Cada verano, España vuelve a contar sus heridas en hectáreas quemadas, pueblos evacuados y ecosistemas destruidos. Este 2025 no ha sido la excepción, cientos de miles de hectáreas arrasadas en pocas semanas confirman que los incendios forestales se han convertido en la gran emergencia ambiental de nuestro país. Pero lo más grave no son solo las llamas, sino la sensación de sinsentido y abandono que rodea la gestión de esta tragedia. La realidad es incómoda, mientras los incendios crecen en extensión e intensidad, la inversión en prevención ha caído en muchas comunidades autónomas. Y lo más grave es que algunas de ellas no hacen prevención de ninguna clase, a pesar de que reciben fondos estatales destinados específicamente a esta tarea. Los planes de limpieza, desbroce o vigilancia se reducen al mínimo, dejando los montes convertidos en auténticos polvorines a la espera del primer chispazo.
A ello se suma la situación de los bomberos forestales, pieza clave de todo el sistema. En demasiadas comunidades se les contrata solo durante tres o cuatro meses al año, en pleno verano, como si los incendios fueran un fenómeno estacional y no una amenaza constante, en un país cada vez más seco y cálido. La precariedad de sus contratos, los salarios bajos y la falta de estabilidad laboral, no solo son injustos para quienes arriesgan su vida en primera línea, sino que comprometen la eficacia misma de la prevención y la extinción. Sin brigadas permanentes no hay monte cuidado ni respuesta rápida posible.

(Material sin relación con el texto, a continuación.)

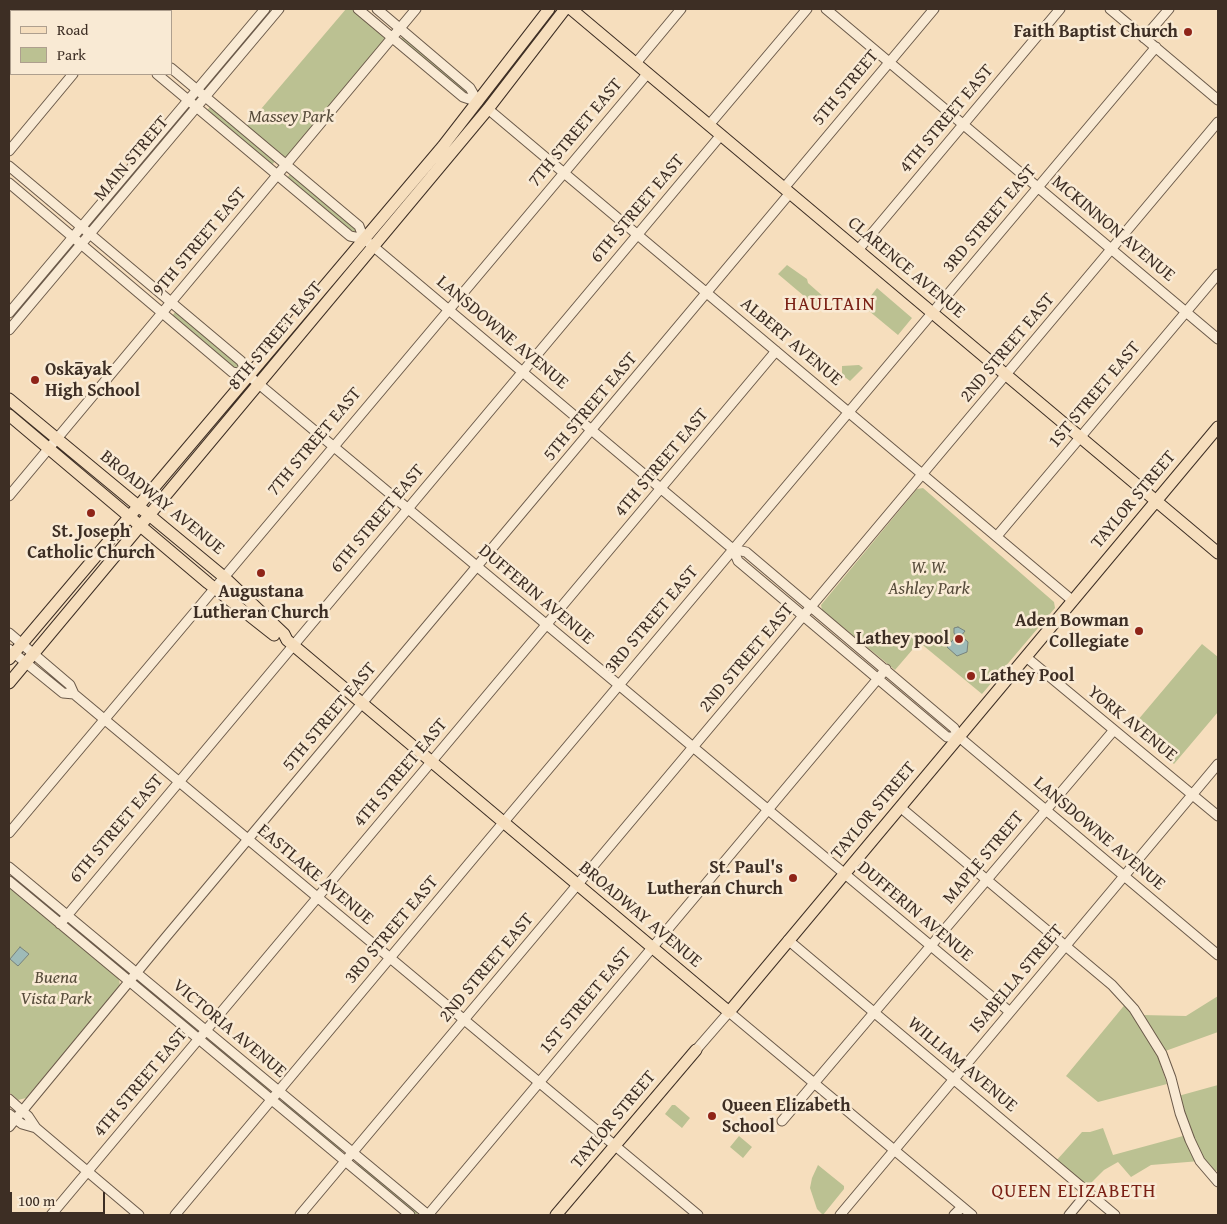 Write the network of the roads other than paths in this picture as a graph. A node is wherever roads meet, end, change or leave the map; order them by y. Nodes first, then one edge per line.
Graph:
1 (265, 9) edge
2 (279, 9) edge
3 (358, 9) edge
4 (377, 9) edge
5 (416, 9) edge
6 (549, 9) edge
7 (565, 9) edge
8 (571, 9) edge
9 (681, 9) edge
10 (807, 9) edge
11 (826, 9) edge
12 (934, 9) edge
13 (1060, 9) edge
14 (1110, 9) edge
15 (1169, 9) edge
16 (400, 28) junction
17 (392, 38) junction
18 (1144, 38) junction
19 (1156, 47) junction
20 (890, 61) junction
21 (636, 63) junction
22 (172, 69) edge
23 (648, 73) junction
24 (72, 75) edge
25 (158, 75) edge
26 (197, 89) junction
27 (206, 97) junction
28 (188, 100) junction
29 (1218, 100) edge
30 (478, 102) junction
31 (197, 108) junction
32 (488, 109) junction
33 (1218, 122) edge
34 (963, 124) junction
35 (709, 125) junction
36 (721, 135) junction
37 (9, 151) edge
38 (286, 165) junction
39 (9, 166) edge
40 (564, 173) junction
41 (278, 175) junction
42 (9, 183) edge
43 (1038, 188) junction
44 (787, 190) junction
45 (81, 227) junction
46 (90, 234) junction
47 (638, 235) junction
48 (73, 237) junction
49 (364, 239) junction
50 (81, 244) junction
51 (374, 247) junction
52 (858, 250) junction
53 (1111, 250) junction
54 (1218, 274) edge
55 (708, 293) junction
56 (171, 302) junction
57 (448, 310) junction
58 (932, 312) junction
59 (1186, 312) junction
60 (9, 313) edge
61 (162, 313) junction
62 (9, 330) edge
63 (677, 330) joint
64 (1218, 339) edge
65 (776, 351) junction
66 (522, 372) junction
67 (248, 375) junction
68 (1006, 375) junction
69 (259, 384) junction
70 (9, 399) edge
71 (848, 412) junction
72 (9, 415) edge
73 (1218, 427) edge
74 (592, 430) junction
75 (1081, 437) junction
76 (56, 439) junction
77 (333, 446) junction
78 (48, 448) junction
79 (922, 474) junction
80 (662, 488) junction
81 (9, 496) edge
82 (1157, 501) junction
83 (137, 506) junction
84 (408, 508) junction
85 (149, 515) junction
86 (129, 516) junction
87 (140, 526) junction
88 (997, 536) junction
89 (733, 549) junction
90 (1218, 553) edge
91 (478, 567) junction
92 (224, 577) junction
93 (215, 589) junction
94 (1073, 601) junction
95 (812, 607) junction
96 (804, 616) junction
97 (547, 625) junction
98 (9, 633) edge
99 (290, 643) junction
100 (13, 651) edge
101 (1026, 657) junction
102 (29, 658) junction
103 (886, 669) junction
104 (878, 678) junction
105 (9, 682) edge
106 (619, 686) junction
107 (362, 704) junction
108 (104, 720) junction
109 (1114, 730) junction
110 (959, 737) junction
111 (692, 748) junction
112 (432, 762) junction
113 (1218, 764) edge
114 (178, 782) junction
115 (1193, 795) junction
116 (900, 807) junction
117 (767, 810) junction
118 (1046, 810) junction
119 (1218, 816) edge
120 (503, 822) junction
121 (9, 834) edge
122 (248, 840) junction
123 (9, 867) edge
124 (844, 875) junction
125 (1124, 876) junction
126 (987, 880) junction
127 (9, 881) edge
128 (578, 885) junction
129 (317, 899) junction
130 (67, 914) junction
131 (60, 924) junction
132 (788, 940) junction
133 (1065, 946) junction
134 (932, 947) junction
135 (652, 948) junction
136 (1218, 955) edge
137 (389, 959) junction
138 (136, 973) junction
139 (129, 981) junction
140 (729, 1012) junction
141 (1010, 1012) junction
142 (874, 1013) junction
143 (464, 1021) junction
144 (206, 1031) junction
145 (199, 1039) junction
146 (696, 1050) joint
147 (954, 1079) junction
148 (538, 1083) junction
149 (815, 1083) junction
150 (278, 1091) junction
151 (9, 1099) edge
152 (271, 1099) junction
153 (22, 1111) junction
154 (12, 1116) edge
155 (782, 1121) dead end
156 (9, 1126) edge
157 (36, 1128) junction
158 (614, 1147) junction
159 (895, 1150) junction
160 (353, 1153) junction
161 (345, 1162) junction
162 (87, 1172) junction
163 (1218, 1182) edge
164 (1088, 1192) junction
165 (962, 1206) junction
166 (51, 1215) edge
167 (139, 1215) edge
168 (174, 1215) edge
169 (300, 1215) edge
170 (410, 1215) edge
171 (428, 1215) edge
172 (556, 1215) edge
173 (698, 1215) edge
174 (840, 1215) edge
175 (954, 1215) edge
176 (972, 1215) edge
177 (1069, 1215) edge
178 (1115, 1215) edge

1 - 26 street, MAIN STREET
2 - 27 street, MAIN STREET
3 - 17 street
4 - 16 street
5 - 16 street, 9TH STREET EAST
6 - 30 main road, 8TH STREET EAST
7 - 32 main road, 8TH STREET EAST
8 - 21 main road, CLARENCE AVENUE
9 - 21 street, 7TH STREET EAST
10 - 35 street
11 - 20 street, MCKINNON AVENUE
12 - 20 street, 5TH STREET
13 - 34 street, 4TH STREET EAST
14 - 18 street
15 - 18 street
16 - 17 street, 9TH STREET EAST
16 - 30 street
17 - 30 street
17 - 38 street, 9TH STREET EAST
18 - 19 street
19 - 29 street
19 - 43 street, 3RD STREET EAST
20 - 34 street, MCKINNON AVENUE
20 - 44 street, 5TH STREET
21 - 23 main road, CLARENCE AVENUE
22 - 26 street, LANSDOWNE AVENUE
23 - 35 main road, CLARENCE AVENUE
23 - 40 street, 7TH STREET EAST
24 - 37 street
25 - 28 street, LANSDOWNE AVENUE
26 - 27 street, LANSDOWNE AVENUE
26 - 28 street, MAIN STREET
27 - 31 street, MAIN STREET
27 - 38 street, LANSDOWNE AVENUE
28 - 31 street, LANSDOWNE AVENUE
28 - 45 street, MAIN STREET
30 - 49 main road, 8TH STREET EAST
31 - 41 street, LANSDOWNE AVENUE
31 - 46 street, MAIN STREET
32 - 40 street, ALBERT AVENUE
32 - 51 main road, 8TH STREET EAST
33 - 53 street, 2ND STREET EAST
34 - 43 street, MCKINNON AVENUE
34 - 52 street, 4TH STREET EAST
35 - 36 main road, CLARENCE AVENUE
36 - 44 main road, CLARENCE AVENUE
36 - 47 street, 6TH STREET EAST
38 - 41 street, 9TH STREET EAST
38 - 49 street, LANSDOWNE AVENUE
39 - 45 street, DUFFERIN AVENUE
40 - 47 street, ALBERT AVENUE
40 - 57 street, 7TH STREET EAST
41 - 49 street, LANSDOWNE AVENUE
41 - 56 street, 9TH STREET EAST
42 - 48 street, DUFFERIN AVENUE
43 - 53 street, MCKINNON AVENUE
43 - 58 street, 3RD STREET EAST
44 - 52 main road, CLARENCE AVENUE
44 - 55 street, 5TH STREET
45 - 46 street, DUFFERIN AVENUE
45 - 48 street, MAIN STREET
46 - 50 street, MAIN STREET
46 - 56 street, DUFFERIN AVENUE
47 - 55 street, ALBERT AVENUE
47 - 66 street, 6TH STREET EAST
48 - 50 street, DUFFERIN AVENUE
48 - 60 street, MAIN STREET
49 - 51 street, LANSDOWNE AVENUE
49 - 67 main road, 8TH STREET EAST
50 - 61 street, DUFFERIN AVENUE
50 - 62 street, MAIN STREET
51 - 57 street, LANSDOWNE AVENUE
51 - 69 main road, 8TH STREET EAST
52 - 58 main road, CLARENCE AVENUE
53 - 59 street, MCKINNON AVENUE
53 - 68 street, 2ND STREET EAST
54 - 59 street, 1ST STREET EAST
55 - 63 street, 5TH STREET
55 - 65 street, ALBERT AVENUE
56 - 61 street, 9TH STREET EAST
56 - 67 street, DUFFERIN AVENUE
57 - 66 street, LANSDOWNE AVENUE
57 - 77 street, 7TH STREET EAST
58 - 68 main road, CLARENCE AVENUE
58 - 71 street, 3RD STREET EAST
59 - 64 street, MCKINNON AVENUE
59 - 75 street, 1ST STREET EAST
61 - 67 street, DUFFERIN AVENUE
61 - 76 street, 9TH STREET EAST
63 - 74 street, 5TH STREET EAST
65 - 71 street, ALBERT AVENUE
65 - 80 street, 4TH STREET EAST
66 - 74 street, LANSDOWNE AVENUE
66 - 84 street, 6TH STREET EAST
67 - 69 street, DUFFERIN AVENUE
67 - 83 main road, 8TH STREET EAST
68 - 75 main road, CLARENCE AVENUE
68 - 79 street, 2ND STREET EAST
69 - 77 street, DUFFERIN AVENUE
69 - 85 main road, 8TH STREET EAST
70 - 76 main road, BROADWAY AVENUE
71 - 79 street, ALBERT AVENUE
71 - 89 street, 3RD STREET EAST
72 - 78 main road, BROADWAY AVENUE
73 - 82 main road, TAYLOR STREET
74 - 80 street, LANSDOWNE AVENUE
74 - 91 street, 5TH STREET EAST
75 - 82 main road, CLARENCE AVENUE
75 - 88 street, 1ST STREET EAST
76 - 78 street, 9TH STREET EAST
76 - 83 main road, BROADWAY AVENUE
77 - 84 street, DUFFERIN AVENUE
77 - 92 street, 7TH STREET EAST
78 - 81 street, 9TH STREET EAST
78 - 86 main road, BROADWAY AVENUE
79 - 88 street, ALBERT AVENUE
79 - 95 street, 2ND STREET EAST
80 - 89 street, LANSDOWNE AVENUE
80 - 97 street, 4TH STREET EAST
82 - 90 main road, CLARENCE AVENUE
82 - 94 main road, TAYLOR STREET
83 - 85 main road, BROADWAY AVENUE
83 - 86 main road, 8TH STREET EAST
84 - 91 street, DUFFERIN AVENUE
84 - 99 street, 6TH STREET EAST
85 - 87 main road, 8TH STREET EAST
85 - 92 main road, BROADWAY AVENUE
86 - 87 main road, BROADWAY AVENUE
86 - 100 main road, 8TH STREET EAST
87 - 93 main road, BROADWAY AVENUE
87 - 102 main road, 8TH STREET EAST
88 - 94 street, ALBERT AVENUE
89 - 95 street, LANSDOWNE AVENUE
89 - 96 street, LANSDOWNE AVENUE
89 - 106 street, 3RD STREET EAST
91 - 97 street, DUFFERIN AVENUE
91 - 107 street, 5TH STREET EAST
92 - 93 street, 7TH STREET EAST
92 - 99 main road, BROADWAY AVENUE
93 - 99 main road, BROADWAY AVENUE
93 - 108 street, 7TH STREET EAST
94 - 101 main road, TAYLOR STREET
95 - 96 street, 2ND STREET EAST
95 - 103 street, LANSDOWNE AVENUE
96 - 104 street, LANSDOWNE AVENUE
96 - 111 street, 2ND STREET EAST
97 - 106 street, DUFFERIN AVENUE
97 - 112 street, 4TH STREET EAST
98 - 100 street, EASTLAKE AVENUE
99 - 107 main road, BROADWAY AVENUE
99 - 114 street, 6TH STREET EAST
100 - 102 street, EASTLAKE AVENUE
101 - 109 street, YORK AVENUE
101 - 110 main road, TAYLOR STREET
102 - 105 main road, 8TH STREET EAST
102 - 108 street, EASTLAKE AVENUE
103 - 104 street, 1ST STREET EAST
103 - 110 street, LANSDOWNE AVENUE
104 - 110 street, LANSDOWNE AVENUE
104 - 117 street, 1ST STREET EAST
106 - 111 street, DUFFERIN AVENUE
106 - 120 street, 3RD STREET EAST
107 - 112 main road, BROADWAY AVENUE
107 - 122 street, 5TH STREET EAST
108 - 114 street, EASTLAKE AVENUE
108 - 121 street, 7TH STREET EAST
109 - 115 street, YORK AVENUE
109 - 118 street, MAPLE STREET
110 - 116 main road, TAYLOR STREET
110 - 118 street, LANSDOWNE AVENUE
111 - 117 street, DUFFERIN AVENUE
111 - 128 street, 2ND STREET EAST
112 - 120 main road, BROADWAY AVENUE
112 - 129 street, 4TH STREET EAST
113 - 115 street, ISABELLA STREET
114 - 122 street, EASTLAKE AVENUE
114 - 130 street, 6TH STREET EAST
115 - 119 street, YORK AVENUE
115 - 125 street, ISABELLA STREET
116 - 124 main road, TAYLOR STREET
116 - 126 street
117 - 124 street, DUFFERIN AVENUE
117 - 135 street, 1ST STREET EAST
118 - 125 street, LANSDOWNE AVENUE
118 - 126 street, MAPLE STREET
120 - 128 main road, BROADWAY AVENUE
120 - 137 street, 3RD STREET EAST
122 - 129 street, EASTLAKE AVENUE
122 - 138 street, 5TH STREET EAST
123 - 130 street, VICTORIA AVENUE
124 - 132 main road, TAYLOR STREET
124 - 134 street, DUFFERIN AVENUE
125 - 133 street, ISABELLA STREET
125 - 136 street, LANSDOWNE AVENUE
126 - 133 street
126 - 134 street, MAPLE STREET
127 - 131 street, VICTORIA AVENUE
128 - 135 main road, BROADWAY AVENUE
128 - 143 street, 2ND STREET EAST
129 - 137 street, EASTLAKE AVENUE
129 - 144 street, 4TH STREET EAST
130 - 131 street, 6TH STREET EAST
130 - 138 street, VICTORIA AVENUE
131 - 139 street, VICTORIA AVENUE
132 - 140 main road, TAYLOR STREET
132 - 142 street, WILLIAM AVENUE
133 - 141 street, ISABELLA STREET
133 - 163 street
134 - 141 street, DUFFERIN AVENUE
134 - 142 street, MAPLE STREET
135 - 140 main road, BROADWAY AVENUE
135 - 148 street, 1ST STREET EAST
137 - 143 street, EASTLAKE AVENUE
137 - 150 street, 3RD STREET EAST
138 - 139 street, 5TH STREET EAST
138 - 144 street, VICTORIA AVENUE
139 - 145 street, VICTORIA AVENUE
139 - 153 street, 5TH STREET EAST
140 - 146 street, TAYLOR STREET
140 - 149 street, BROADWAY AVENUE
141 - 147 street, ISABELLA STREET
142 - 147 street, WILLIAM AVENUE
142 - 149 street, MAPLE STREET
143 - 148 street, EASTLAKE AVENUE
143 - 160 street, 2ND STREET EAST
144 - 145 street, 4TH STREET EAST
144 - 150 street, VICTORIA AVENUE
145 - 152 street, VICTORIA AVENUE
145 - 162 street, 4TH STREET EAST
146 - 158 main road, TAYLOR STREET
147 - 159 street, ISABELLA STREET
147 - 164 street, WILLIAM AVENUE
148 - 158 street, EASTLAKE AVENUE
148 - 171 street, 1ST STREET EAST
149 - 155 street, MAPLE STREET
149 - 159 street, BROADWAY AVENUE
150 - 152 street, 3RD STREET EAST
150 - 160 street, VICTORIA AVENUE
151 - 153 street
152 - 161 street, VICTORIA AVENUE
152 - 168 street, 3RD STREET EAST
153 - 154 street, 5TH STREET EAST
153 - 157 street
154 - 156 street, 5TH STREET EAST
154 - 157 street
157 - 162 street
158 - 172 main road, TAYLOR STREET
158 - 173 street, EASTLAKE AVENUE
159 - 165 street, BROADWAY AVENUE
159 - 174 street, ISABELLA STREET
160 - 161 street, 2ND STREET EAST
160 - 171 street, VICTORIA AVENUE
161 - 169 street, 2ND STREET EAST
161 - 170 street, VICTORIA AVENUE
162 - 166 street, 4TH STREET EAST
162 - 167 street
164 - 177 street
164 - 178 street, WILLIAM AVENUE
165 - 175 street
165 - 176 street, BROADWAY AVENUE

El Gobierno central, por su parte tampoco queda al margen de la crítica. Desde 2022 está obligado a fijar directrices comunes para que las autonomías elaboren planes de prevención eficaces, pero tres años después esas normas siguen sin aprobarse. El resultado es una España fragmentada, comunidades que improvisan con medios desiguales, un Estado que reacciona más que anticipa y una coordinación que muchas veces llega tarde. El discurso oficial suele centrarse en los aviones y helicópteros desplegados, en las imágenes espectaculares de medios de extinción en acción. Pero lo cierto es que apagar un incendio cuesta seis veces más que prevenirlo. Y, aun así, se sigue apostando por la extinción como escaparate, en lugar de invertir en la gestión forestal, en la recuperación del medio rural o en condiciones dignas para quienes combaten el fuego sobre el terreno.
Los expertos llevan años advirtiendo, con el cambio climático, que los incendios de “sexta generación” serán cada vez más frecuentes y descontrolados. Más calor, más sequía y más abandono rural equivalen a más riesgo. No se trata de si volverá a ocurrir, sino de cuándo y con que magnitud. Y, sin embargo, la política forestal sigue siendo reactiva, intermitente y, en demasiadas ocasiones rehén de disputas entre comunidades y Gobierno central. El verdadero sinsentido es que, lo que hoy se quema no son solo montes, sino oportunidades de futuro. Cada hectárea arrasada es menos biodiversidad, menos suelo fértil, menos agua retenida y en muchos casos, menos población en los pueblos que languidecen tras el humo. El fuego acelera el abandono rural y convierte la España vacía en una España quemada.
Es urgente un pacto serio, con presupuesto estable y coordinación real, que se entienda que la prevención no es un gasto, sino la única inversión que puede salvarnos de repetir cada verano el mismo drama. Porque mientras sigamos apagando el monte a golpe de titular, las llamas seguirán demostrando que la desidia cuesta más que cualquier inversión que nunca se hizo.